"Eski zamanda birbirinin bedeline hasta olması ve ölmesi gibi harika fedakârlık gösteren zatlar gibi, benim bir parça rahatsızlığımı aldın." Eski zamanda bu nasıl oluyordu?
Değerli Kardeşimiz;
İslam ve tasavvuf ıstılahında "bedel, bedel olmak, bedel ödemek" tabirleri vardır. Abdal bedelin cem’i olup, bir anda, hakikî vücudun bedeli olarak başka yerlerde de bulunmak ve tasarruf etmek mânasına gelir. Bu sebeple abdaliyet, tasavvufta yüksek bir manevî makamdır.
Fazilette, kemalatta ve hizmette; ihtiyaca binaen Cenab-ı Hakk'ın inayeti ve tensibi ile başkasının nam-ı hesabına veya hayrına bedellik ve fedakârlık yapıldığı gibi; musibetleri ve sıkıntıları başkalarının üzerinden alıp bedel ödeme hususunda farklı bir fedakârlık ve ferağat halleri de mevcuttur.
Allah’ın küllî iradesi ve tasarrufu, kulun irade ve tasarrufunu esas alır. Yani Allah (cc) ilm-i ezelisi ile faziletleri ifa etmede veya sıkıntı ve musibetleri paylaşmak niyetinde ve fedakârlığında olan insanları bildiğinden, ona göre onların kaderlerini, kederlerini, ferağat ve fedakârlıklarını; onların o samimi niyet ve meyillerine göre tanzim eder, takdir eder ve yaratır.
Cenab-ı Hak; namus, vatan, din, millet ve bayrak için çekinmeden hayatını feda eden bir şehidi bedel kabul eder, onu en yüce makamlara eriştirir.
Tasadduk etmek, başka şekilde malî bir fedakârlık ve bedel hükmüne geçer. Bunu ifa eden ve bu niyetle amel eden insanlardan, Cenab-ı Hak bela ve musibetleri -murad ederse- kaldırır, ona huzurlu ve saadetli bir hayat bahşeder.
İşte tüm meşakkatler, sıkıntılar, ferağatler, mücahede ve mücadeleler; bir çeşit mahiyeti itibariyle bedeller hükmündedir. Onlardan ferağat edilmezse; istenilen gaye de tahakkuk etmez.
İşte büyük dava adamlarını, üstün vasıflı insanları sevenler ve hürmet edenler değişik şekilde ferağat edip, fedakârlıklarda bulunurlar. İşte bunlar; onların nam-ı hesabına bir nevi bedel ödemektir.

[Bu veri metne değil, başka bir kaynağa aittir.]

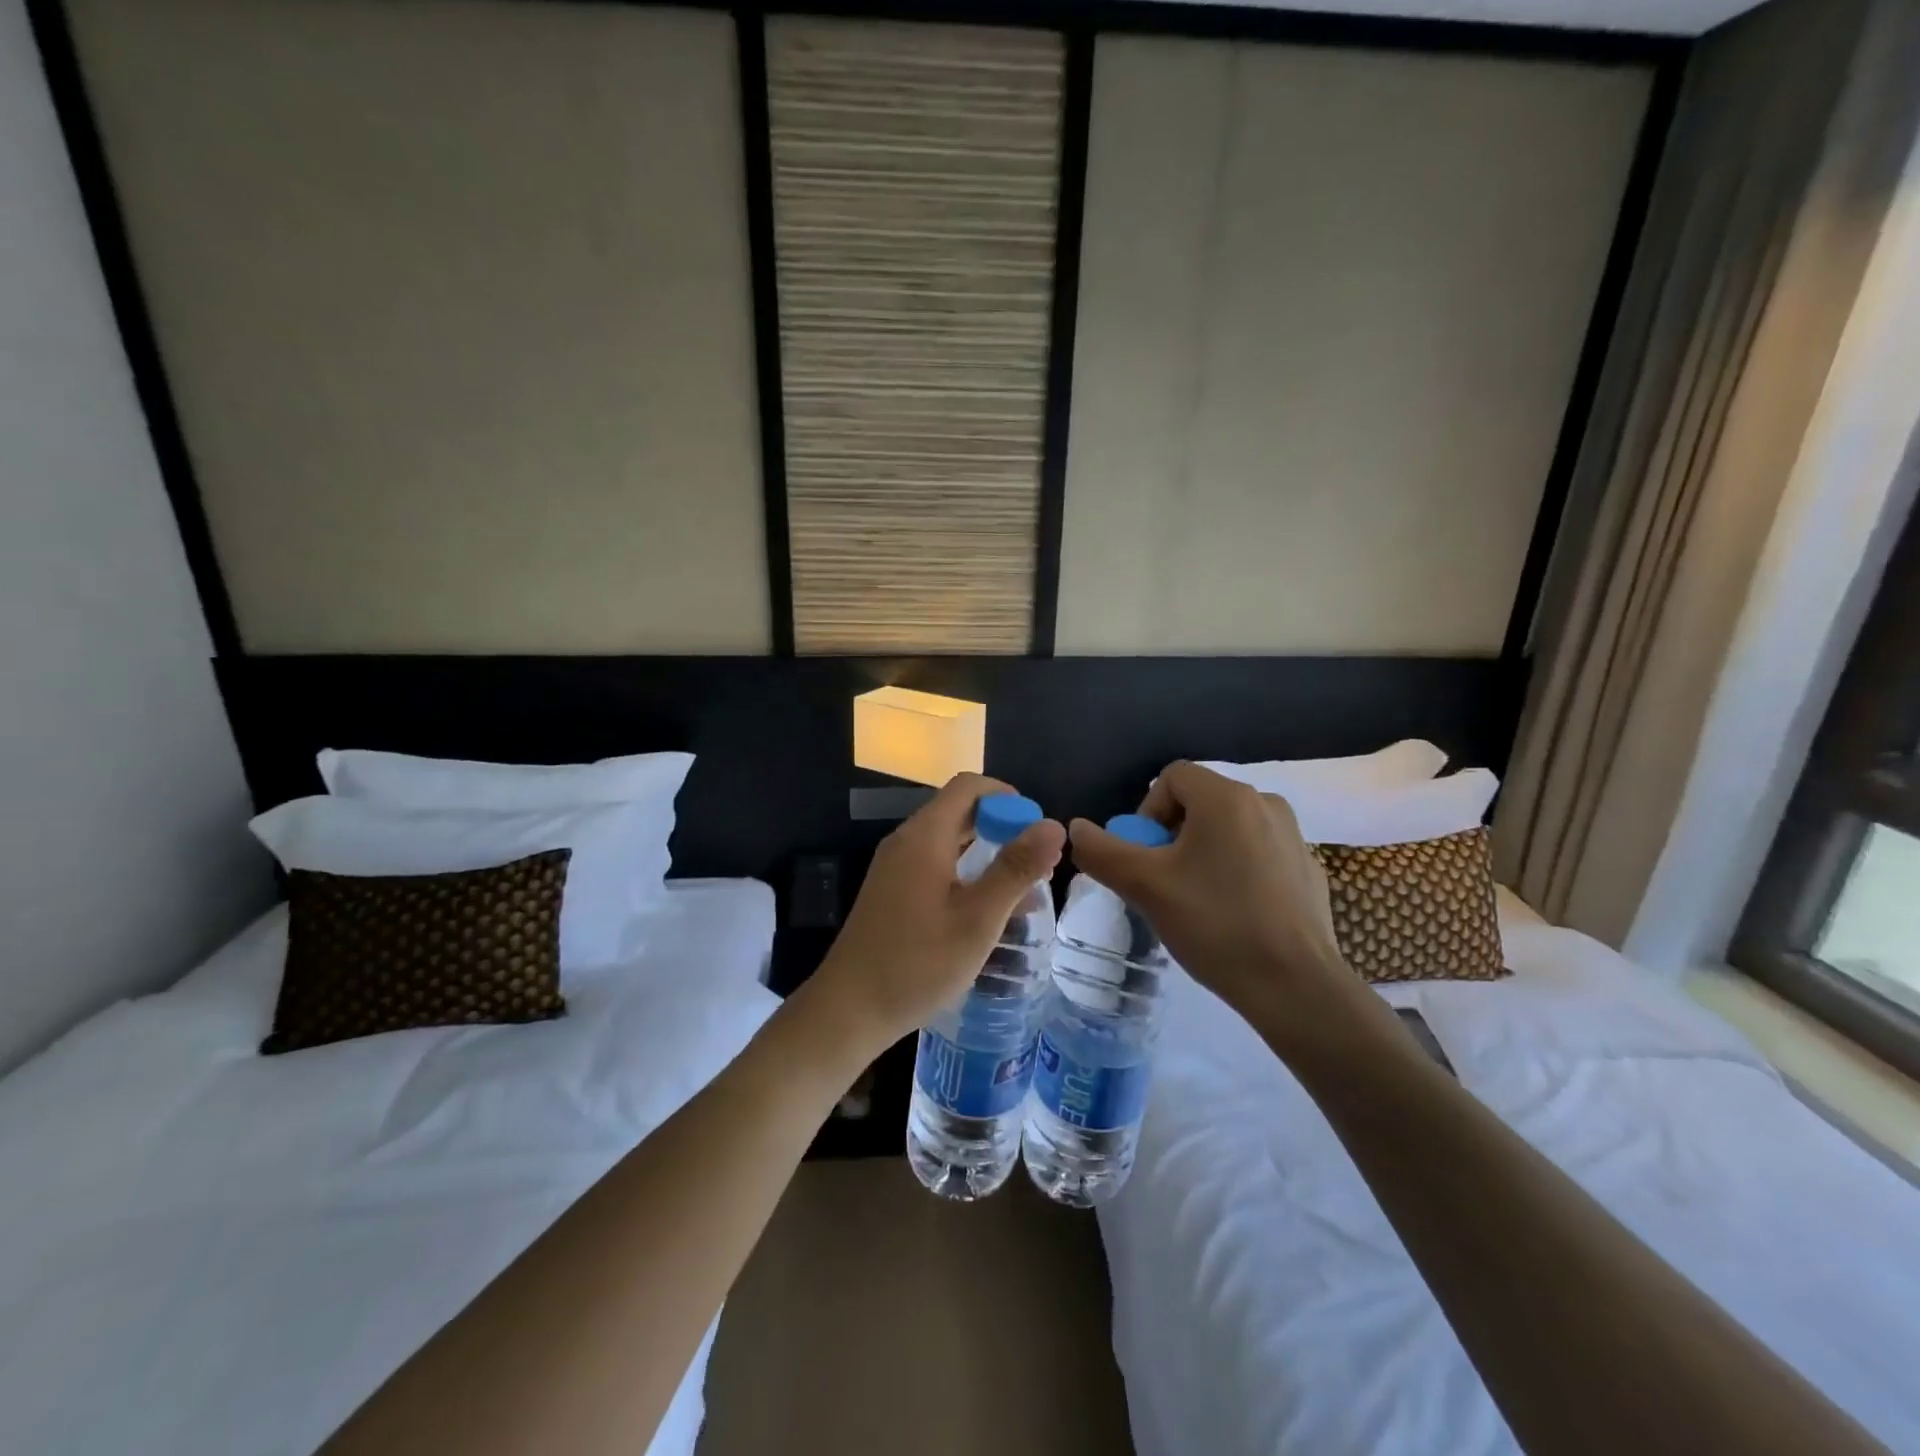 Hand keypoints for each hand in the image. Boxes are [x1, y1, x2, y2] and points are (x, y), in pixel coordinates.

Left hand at [808, 773, 1065, 1058]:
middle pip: (959, 812)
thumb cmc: (918, 963)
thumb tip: (1053, 826)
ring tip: (1026, 889)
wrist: (849, 1009)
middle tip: (1038, 861)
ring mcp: (895, 868)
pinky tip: (991, 910)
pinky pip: (936, 866)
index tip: (1036, 828)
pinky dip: (967, 874)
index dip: (1006, 797)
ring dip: (987, 854)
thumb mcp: (978, 918)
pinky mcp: (892, 893)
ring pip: (949, 842)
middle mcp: (906, 842)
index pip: (968, 786)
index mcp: (925, 837)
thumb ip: (1016, 869)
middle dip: (1002, 827)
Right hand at [1068, 762, 1368, 1030]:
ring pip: (1229, 830)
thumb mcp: (1144, 887)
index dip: (1147, 812)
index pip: (1171, 777)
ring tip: (1197, 902)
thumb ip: (1102, 851)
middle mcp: (1265, 803)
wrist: (1296, 986)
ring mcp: (1294, 837)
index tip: (1147, 859)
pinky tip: (1235, 916)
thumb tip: (1076, 828)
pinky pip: (1258, 855)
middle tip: (1165, 883)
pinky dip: (1237, 872)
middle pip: (1200, 802)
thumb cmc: (1215, 924)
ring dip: (1203, 854)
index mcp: (1227, 797)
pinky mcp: (1309, 870)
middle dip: (1172, 837)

Mesela, savaşlarda başta peygamberler (as) olmak üzere; sultanların, padişahların, şahların, âlimlerin ve evliyaların huzuru ve hayatlarını muhafaza için, sevenleri kendilerini nasıl feda ediyorlarsa, bu husus manevî olarak da cereyan edebilir. Yani şehadet âleminde müşahede ettiğimiz bu meseleler, mâna âleminde de cereyan eder.

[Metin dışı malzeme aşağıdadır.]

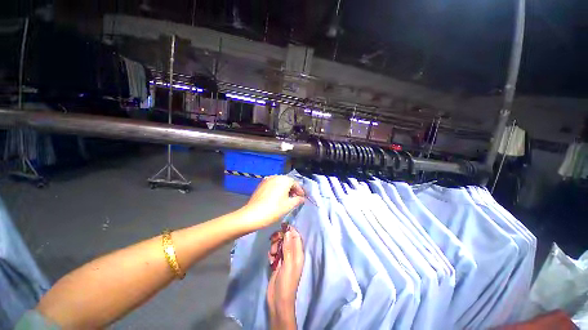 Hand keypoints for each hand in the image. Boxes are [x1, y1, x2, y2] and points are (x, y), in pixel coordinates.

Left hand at [241, 176, 304, 229]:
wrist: (252, 214)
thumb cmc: (274, 209)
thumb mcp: (289, 205)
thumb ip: (298, 200)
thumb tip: (301, 198)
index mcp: (284, 180)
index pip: (295, 183)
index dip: (300, 191)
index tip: (302, 198)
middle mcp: (276, 177)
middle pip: (287, 182)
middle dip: (292, 190)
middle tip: (295, 199)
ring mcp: (267, 180)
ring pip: (280, 183)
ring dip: (285, 190)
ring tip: (286, 199)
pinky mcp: (261, 185)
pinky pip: (272, 185)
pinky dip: (277, 190)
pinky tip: (277, 198)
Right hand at [267, 227, 303, 329]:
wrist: (278, 301)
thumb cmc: (286, 283)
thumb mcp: (288, 264)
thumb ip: (288, 247)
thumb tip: (288, 231)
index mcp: (298, 254)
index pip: (296, 236)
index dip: (290, 230)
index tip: (281, 227)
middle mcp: (292, 254)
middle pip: (286, 239)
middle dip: (280, 239)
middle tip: (274, 244)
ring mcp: (285, 258)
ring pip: (280, 245)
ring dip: (274, 247)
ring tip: (272, 255)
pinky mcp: (277, 263)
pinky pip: (274, 252)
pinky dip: (272, 254)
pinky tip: (270, 260)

Dolayısıyla Üstadımızın hizmet-i imaniyede muvaffak olabilmesi için; başına gelecek bela, musibet ve sıkıntılardan muhafaza edilmesi lazımdır. Bu Cenab-ı Hakk'ın bir çeşit muhafaza etme kanunudur. Bu da evvela dava adamlarının talebelerine ve hizmetkârlarına düşer. Bunların aciz kaldığı durumlarda ise; melekler ve diğer ruhaniyat devreye girer. Biz buna inanır ve iman ederiz.
İşte Muazzez Üstadımızın hizmetinin istimrar ve istikrarı için; hayatının muhafazası nam-ı hesabına; onu can-ı gönülden seven hizmetkârları ve talebeleri, ona gelecek hastalık, musibet ve belalar için, Allah’a samimi bir şekilde niyaz ve iltica ederler. İlm-i ezelide malum olan bu mesele de murad-ı ilahi ile tahakkuk eder. Üstadımıza gelecek olan bela ve musibetler, o fedakâr ruhlara ve hizmetkâr insanlara isabet eder. Bu hizmetkârların bu bedelleri ödemeleri ile onların bedelleri hürmetine, Cenab-ı Hak hikmetiyle Üstadımızın hayatını da muhafaza eder, bela ve musibetlerden muhafaza eder ve etmiştir de.
Selam ve dua ile...
Sorularla Risale Editörü
Yorumlar
Kadınhan'dan bazıları Üstâd'ı ziyaret için, Denizli'ye gelmişlerdi. Bunlardan Haydar Özarslan ismindeki adam sar'alı idi. Otuz senedir hasta idi. Hergün sokakta düşer, bayılır ve çırpınırdı. Bu adam gelip halini Bediüzzaman'a anlatmak, dua ve nüsha yaptırmak istemiş.
Bediüzzaman ona: “Biz nüsha ve saire yapmayız. Yalnız ben sana dua edeceğim, sen de âmin diyeceksin. Belki Allah şifa verir” Sonra, Bediüzzaman ellerini kaldırmış şöyle duaya başlamış: “Ya Rab! Bu kulun zaif, dayanamıyor. Bunun hastalığını bana ver. Bu adama da şifa ver!..”
Üstadın burada maddi hastalığı almasının hikmeti nedir?